In the material below, find each line with the word "Veethy" and list it.

*-*-*

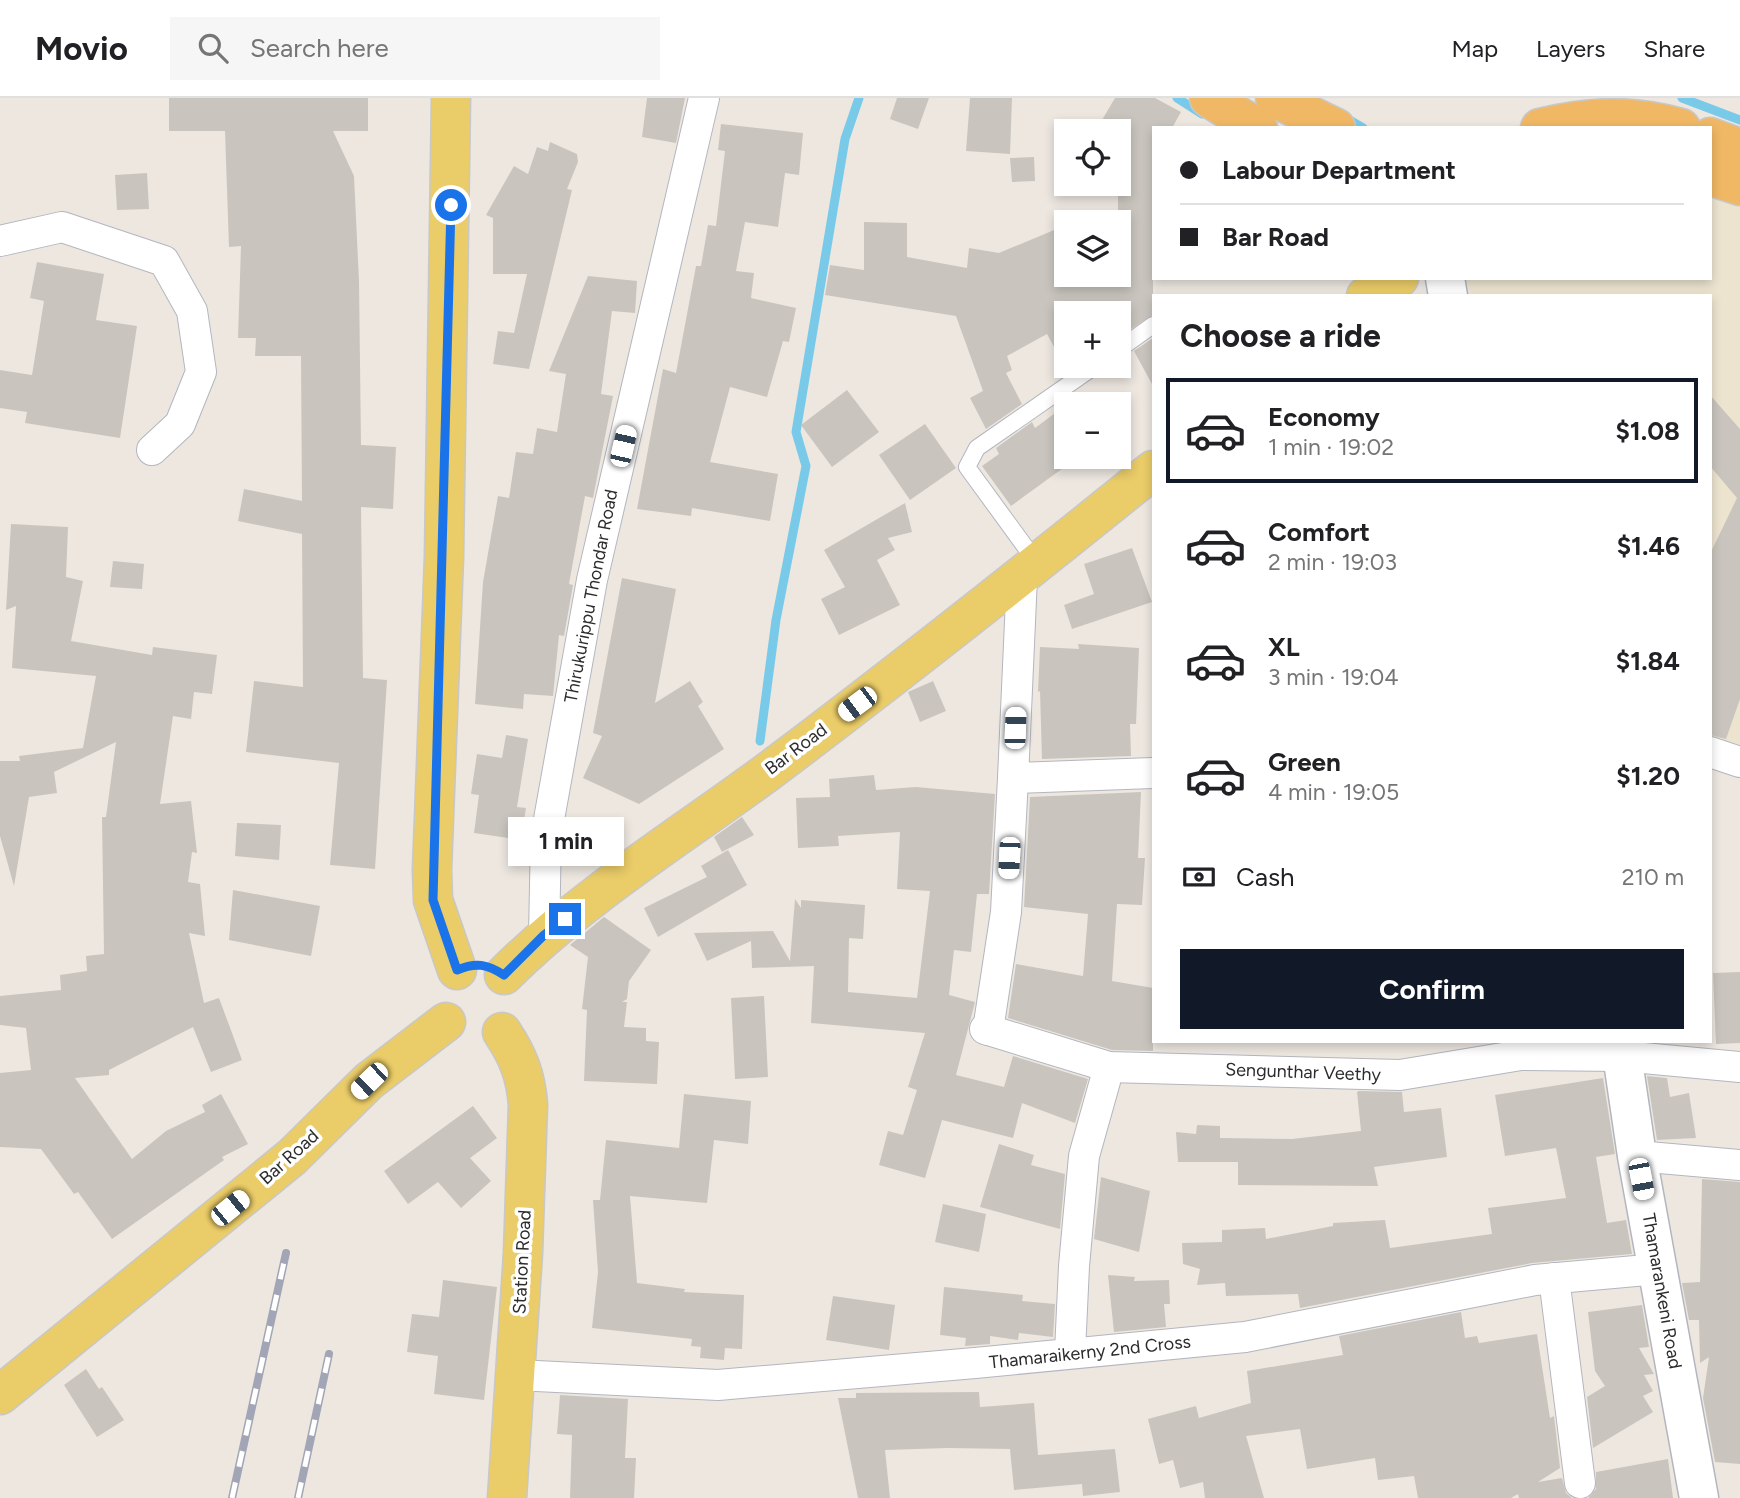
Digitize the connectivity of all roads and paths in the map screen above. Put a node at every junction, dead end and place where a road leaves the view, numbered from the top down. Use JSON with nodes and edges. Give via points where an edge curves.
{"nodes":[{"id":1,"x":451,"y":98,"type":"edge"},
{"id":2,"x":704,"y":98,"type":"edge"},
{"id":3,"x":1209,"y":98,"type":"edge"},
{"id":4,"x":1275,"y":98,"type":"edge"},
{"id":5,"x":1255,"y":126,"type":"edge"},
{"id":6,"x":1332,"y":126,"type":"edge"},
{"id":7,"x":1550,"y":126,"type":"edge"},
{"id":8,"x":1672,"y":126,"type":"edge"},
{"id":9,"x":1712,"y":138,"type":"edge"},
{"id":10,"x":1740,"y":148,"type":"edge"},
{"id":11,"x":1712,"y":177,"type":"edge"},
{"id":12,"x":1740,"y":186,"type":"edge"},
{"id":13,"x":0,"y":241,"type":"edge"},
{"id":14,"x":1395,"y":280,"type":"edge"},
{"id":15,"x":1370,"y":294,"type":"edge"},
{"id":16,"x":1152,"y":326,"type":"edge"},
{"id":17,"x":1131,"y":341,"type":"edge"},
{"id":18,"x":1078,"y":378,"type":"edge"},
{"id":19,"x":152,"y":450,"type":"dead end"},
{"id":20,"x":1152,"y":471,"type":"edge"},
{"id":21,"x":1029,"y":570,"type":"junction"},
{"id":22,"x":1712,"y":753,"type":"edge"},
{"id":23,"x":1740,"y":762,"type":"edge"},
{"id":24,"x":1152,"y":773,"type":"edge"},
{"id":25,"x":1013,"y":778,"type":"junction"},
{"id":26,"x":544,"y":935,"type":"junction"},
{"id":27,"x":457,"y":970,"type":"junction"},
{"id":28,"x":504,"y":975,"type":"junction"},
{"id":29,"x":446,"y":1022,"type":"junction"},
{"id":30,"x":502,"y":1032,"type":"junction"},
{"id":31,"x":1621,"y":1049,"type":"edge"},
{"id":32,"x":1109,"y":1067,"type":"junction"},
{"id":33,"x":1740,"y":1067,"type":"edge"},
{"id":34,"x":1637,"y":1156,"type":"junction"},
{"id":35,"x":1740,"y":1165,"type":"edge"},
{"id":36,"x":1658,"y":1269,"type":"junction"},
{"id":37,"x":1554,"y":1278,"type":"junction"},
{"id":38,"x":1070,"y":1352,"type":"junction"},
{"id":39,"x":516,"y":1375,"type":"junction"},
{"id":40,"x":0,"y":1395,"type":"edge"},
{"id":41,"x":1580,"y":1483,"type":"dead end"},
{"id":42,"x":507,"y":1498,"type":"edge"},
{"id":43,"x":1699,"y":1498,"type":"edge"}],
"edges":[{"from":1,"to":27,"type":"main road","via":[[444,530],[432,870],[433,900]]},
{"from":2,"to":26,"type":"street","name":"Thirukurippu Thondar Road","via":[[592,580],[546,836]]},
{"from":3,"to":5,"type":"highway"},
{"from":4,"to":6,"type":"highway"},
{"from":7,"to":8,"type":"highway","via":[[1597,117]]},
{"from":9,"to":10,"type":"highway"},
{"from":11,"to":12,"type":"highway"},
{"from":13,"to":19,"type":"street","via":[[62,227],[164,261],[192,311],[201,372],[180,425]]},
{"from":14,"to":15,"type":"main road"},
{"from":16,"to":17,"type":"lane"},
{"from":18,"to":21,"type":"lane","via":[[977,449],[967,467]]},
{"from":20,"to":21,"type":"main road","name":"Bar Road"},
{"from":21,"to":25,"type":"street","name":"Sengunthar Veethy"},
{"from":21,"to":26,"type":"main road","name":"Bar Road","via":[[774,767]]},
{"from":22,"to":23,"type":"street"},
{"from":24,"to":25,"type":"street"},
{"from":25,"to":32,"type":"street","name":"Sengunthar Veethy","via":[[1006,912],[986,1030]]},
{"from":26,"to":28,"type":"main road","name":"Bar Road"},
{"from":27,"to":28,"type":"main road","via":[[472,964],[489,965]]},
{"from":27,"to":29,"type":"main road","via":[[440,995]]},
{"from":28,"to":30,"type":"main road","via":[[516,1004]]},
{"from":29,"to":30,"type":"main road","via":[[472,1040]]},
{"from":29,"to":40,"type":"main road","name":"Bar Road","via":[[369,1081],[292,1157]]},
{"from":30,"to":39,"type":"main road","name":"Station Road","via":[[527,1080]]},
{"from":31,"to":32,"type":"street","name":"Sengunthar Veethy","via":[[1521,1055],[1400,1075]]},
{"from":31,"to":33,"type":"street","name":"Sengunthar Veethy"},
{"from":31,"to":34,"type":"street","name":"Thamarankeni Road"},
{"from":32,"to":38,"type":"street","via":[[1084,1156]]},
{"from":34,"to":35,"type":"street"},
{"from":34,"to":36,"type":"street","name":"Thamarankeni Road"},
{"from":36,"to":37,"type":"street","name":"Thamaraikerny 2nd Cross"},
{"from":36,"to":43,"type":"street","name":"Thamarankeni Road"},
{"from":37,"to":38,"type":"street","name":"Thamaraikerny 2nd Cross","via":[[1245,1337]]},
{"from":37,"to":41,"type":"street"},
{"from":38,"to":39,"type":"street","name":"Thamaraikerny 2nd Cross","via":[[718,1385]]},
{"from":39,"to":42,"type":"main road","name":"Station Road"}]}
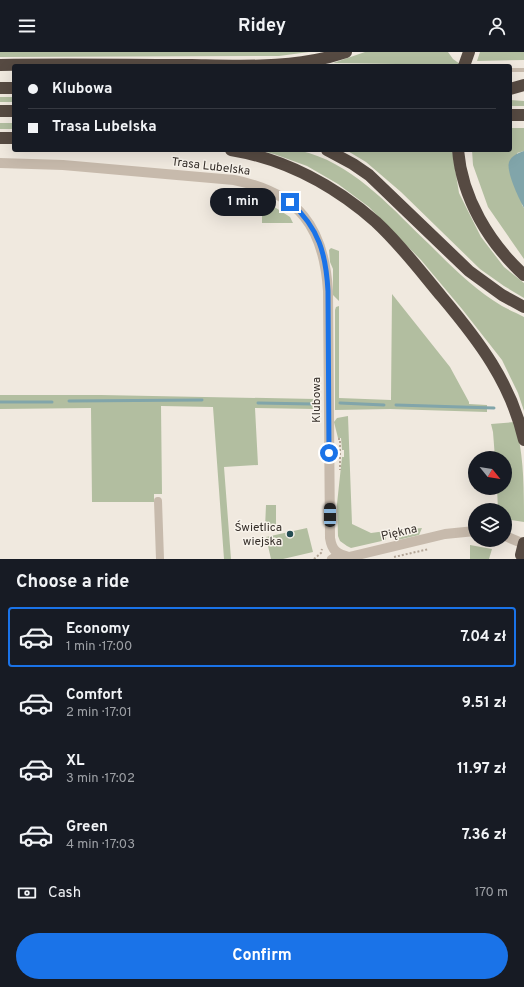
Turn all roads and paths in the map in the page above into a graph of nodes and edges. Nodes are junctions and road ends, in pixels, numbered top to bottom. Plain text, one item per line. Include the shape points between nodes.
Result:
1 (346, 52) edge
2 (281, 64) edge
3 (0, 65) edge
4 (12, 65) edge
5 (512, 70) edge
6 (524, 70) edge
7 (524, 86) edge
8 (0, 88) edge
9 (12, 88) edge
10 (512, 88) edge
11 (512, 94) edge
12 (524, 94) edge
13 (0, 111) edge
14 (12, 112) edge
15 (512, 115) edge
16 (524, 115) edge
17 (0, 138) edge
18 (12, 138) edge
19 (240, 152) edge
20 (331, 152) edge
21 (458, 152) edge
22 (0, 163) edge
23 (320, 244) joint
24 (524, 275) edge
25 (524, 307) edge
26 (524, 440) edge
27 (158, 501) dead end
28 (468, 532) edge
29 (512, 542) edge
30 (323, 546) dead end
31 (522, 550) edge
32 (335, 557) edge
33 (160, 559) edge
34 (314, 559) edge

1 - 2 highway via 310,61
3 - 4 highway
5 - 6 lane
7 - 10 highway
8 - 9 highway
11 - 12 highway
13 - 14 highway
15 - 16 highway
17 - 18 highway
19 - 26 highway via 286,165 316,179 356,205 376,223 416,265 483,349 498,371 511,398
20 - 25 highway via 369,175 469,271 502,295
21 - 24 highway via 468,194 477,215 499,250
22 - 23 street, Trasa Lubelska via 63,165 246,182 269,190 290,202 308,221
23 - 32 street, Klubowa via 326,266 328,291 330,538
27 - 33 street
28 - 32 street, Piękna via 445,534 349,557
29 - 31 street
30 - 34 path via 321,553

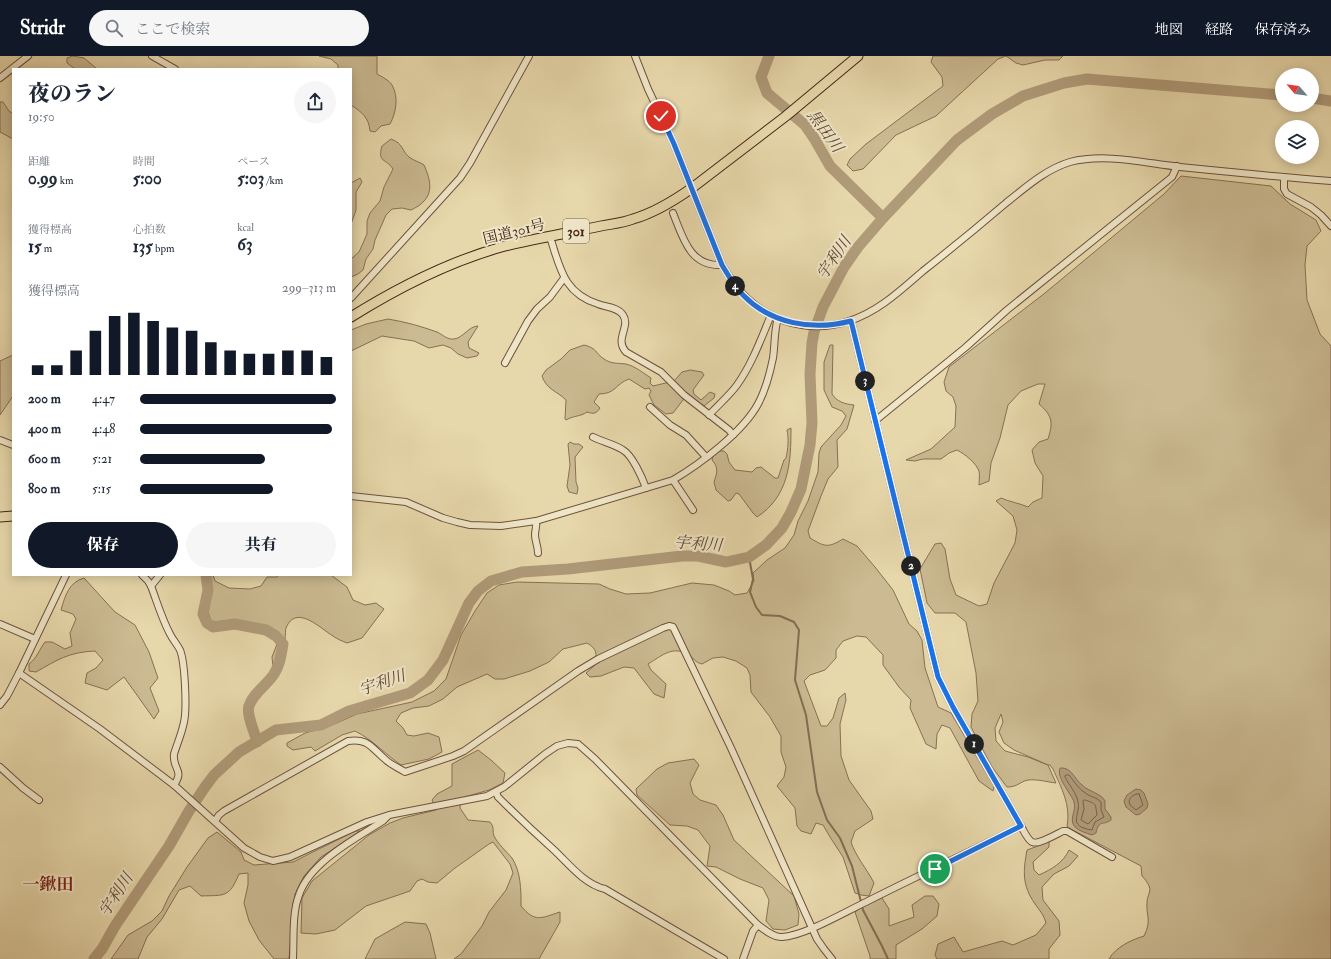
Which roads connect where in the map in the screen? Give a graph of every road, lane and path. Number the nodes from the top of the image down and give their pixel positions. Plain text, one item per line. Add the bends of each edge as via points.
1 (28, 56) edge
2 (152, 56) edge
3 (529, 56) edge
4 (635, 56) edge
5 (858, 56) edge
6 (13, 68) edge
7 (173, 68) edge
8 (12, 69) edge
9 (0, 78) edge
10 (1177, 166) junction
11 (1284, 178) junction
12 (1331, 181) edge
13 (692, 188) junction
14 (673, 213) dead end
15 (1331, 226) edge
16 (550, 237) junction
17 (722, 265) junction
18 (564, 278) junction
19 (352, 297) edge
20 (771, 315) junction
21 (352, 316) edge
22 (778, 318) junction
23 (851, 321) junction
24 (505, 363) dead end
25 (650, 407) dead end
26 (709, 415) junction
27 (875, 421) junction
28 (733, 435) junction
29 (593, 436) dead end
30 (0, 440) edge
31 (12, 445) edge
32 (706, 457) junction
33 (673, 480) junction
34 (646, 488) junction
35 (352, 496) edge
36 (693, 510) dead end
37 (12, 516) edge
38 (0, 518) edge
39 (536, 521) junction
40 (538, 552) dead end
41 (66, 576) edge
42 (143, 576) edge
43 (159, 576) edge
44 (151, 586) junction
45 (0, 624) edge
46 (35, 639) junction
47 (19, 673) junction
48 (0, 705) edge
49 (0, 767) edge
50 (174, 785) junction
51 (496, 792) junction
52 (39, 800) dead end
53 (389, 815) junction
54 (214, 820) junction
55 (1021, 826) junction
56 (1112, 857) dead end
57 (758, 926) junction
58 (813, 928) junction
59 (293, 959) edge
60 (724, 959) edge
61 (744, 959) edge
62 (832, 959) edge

*-*-*

◆ TASK SOLUTION
{"from":21,"to":25,"type":"street","name":"Sengunthar Veethy"},
{"from":25,"to":32,"type":"street","name":"Sengunthar Veethy","via":[[1006,912],[986,1030]]},
{"from":31,"to":32,"type":"street","name":"Sengunthar Veethy","via":[[1521,1055],[1400,1075]]},
{"from":31,"to":33,"type":"street","name":"Sengunthar Veethy"},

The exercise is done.